→ Exercise instructions
Copy out the lines below that hold the word "roads".

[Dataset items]
==============================

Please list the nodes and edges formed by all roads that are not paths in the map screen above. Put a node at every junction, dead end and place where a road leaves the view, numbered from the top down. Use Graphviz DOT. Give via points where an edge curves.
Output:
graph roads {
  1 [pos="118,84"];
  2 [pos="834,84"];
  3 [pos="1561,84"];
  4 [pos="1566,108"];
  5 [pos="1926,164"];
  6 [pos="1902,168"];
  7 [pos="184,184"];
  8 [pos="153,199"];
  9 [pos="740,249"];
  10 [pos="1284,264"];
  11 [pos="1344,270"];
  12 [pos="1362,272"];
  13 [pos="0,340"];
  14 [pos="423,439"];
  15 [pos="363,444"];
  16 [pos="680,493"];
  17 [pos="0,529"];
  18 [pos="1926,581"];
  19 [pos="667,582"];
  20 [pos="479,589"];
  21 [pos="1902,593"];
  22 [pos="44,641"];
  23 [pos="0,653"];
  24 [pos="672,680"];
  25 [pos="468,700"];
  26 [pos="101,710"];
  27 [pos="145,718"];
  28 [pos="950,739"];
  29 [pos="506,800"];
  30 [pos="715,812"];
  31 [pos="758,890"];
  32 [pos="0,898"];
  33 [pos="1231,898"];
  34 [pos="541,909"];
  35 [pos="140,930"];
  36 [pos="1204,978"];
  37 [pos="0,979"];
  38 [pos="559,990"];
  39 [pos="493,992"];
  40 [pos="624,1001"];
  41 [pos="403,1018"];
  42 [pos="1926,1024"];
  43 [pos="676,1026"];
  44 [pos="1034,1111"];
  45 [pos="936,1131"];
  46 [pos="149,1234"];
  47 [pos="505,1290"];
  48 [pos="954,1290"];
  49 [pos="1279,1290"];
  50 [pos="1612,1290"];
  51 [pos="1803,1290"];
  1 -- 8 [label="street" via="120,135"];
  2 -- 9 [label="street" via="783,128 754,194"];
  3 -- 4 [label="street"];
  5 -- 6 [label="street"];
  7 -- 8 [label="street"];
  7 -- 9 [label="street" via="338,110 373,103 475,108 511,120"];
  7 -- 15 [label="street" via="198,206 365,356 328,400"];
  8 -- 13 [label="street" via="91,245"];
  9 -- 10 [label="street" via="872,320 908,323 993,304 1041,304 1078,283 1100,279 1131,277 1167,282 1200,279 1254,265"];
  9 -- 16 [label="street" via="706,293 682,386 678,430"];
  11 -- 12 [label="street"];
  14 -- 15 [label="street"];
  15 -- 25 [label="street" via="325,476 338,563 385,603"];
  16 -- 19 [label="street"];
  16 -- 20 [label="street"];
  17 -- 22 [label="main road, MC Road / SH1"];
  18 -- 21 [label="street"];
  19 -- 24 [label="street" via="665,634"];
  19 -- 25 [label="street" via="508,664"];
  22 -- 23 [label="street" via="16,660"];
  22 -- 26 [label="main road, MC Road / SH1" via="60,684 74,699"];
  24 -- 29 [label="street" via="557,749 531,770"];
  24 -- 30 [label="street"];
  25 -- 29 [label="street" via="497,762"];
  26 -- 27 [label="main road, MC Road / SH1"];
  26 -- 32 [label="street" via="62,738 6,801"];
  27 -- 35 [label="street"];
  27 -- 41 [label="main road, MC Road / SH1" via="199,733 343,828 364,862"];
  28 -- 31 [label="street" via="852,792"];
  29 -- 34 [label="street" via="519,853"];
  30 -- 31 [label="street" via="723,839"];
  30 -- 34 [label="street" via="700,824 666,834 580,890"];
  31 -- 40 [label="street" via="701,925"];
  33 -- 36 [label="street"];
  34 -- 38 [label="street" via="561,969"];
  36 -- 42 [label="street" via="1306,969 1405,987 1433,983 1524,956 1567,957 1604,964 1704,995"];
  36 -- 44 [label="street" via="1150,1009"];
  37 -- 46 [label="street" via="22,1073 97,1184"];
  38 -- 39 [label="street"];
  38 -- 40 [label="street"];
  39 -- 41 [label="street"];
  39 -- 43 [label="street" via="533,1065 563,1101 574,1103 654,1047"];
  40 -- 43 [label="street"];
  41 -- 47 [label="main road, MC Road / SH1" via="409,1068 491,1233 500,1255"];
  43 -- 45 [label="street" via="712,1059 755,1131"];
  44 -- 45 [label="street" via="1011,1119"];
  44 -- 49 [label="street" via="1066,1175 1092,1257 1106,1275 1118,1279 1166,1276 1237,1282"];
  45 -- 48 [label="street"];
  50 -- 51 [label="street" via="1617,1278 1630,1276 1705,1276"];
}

==============================

→ Solution below
Please list the nodes and edges formed by all roads that are not paths in the map screen above. Put a node at every junction, dead end and place where a road leaves the view, numbered from the top down. Use Graphviz DOT. Give via points where an edge curves.
graph roads {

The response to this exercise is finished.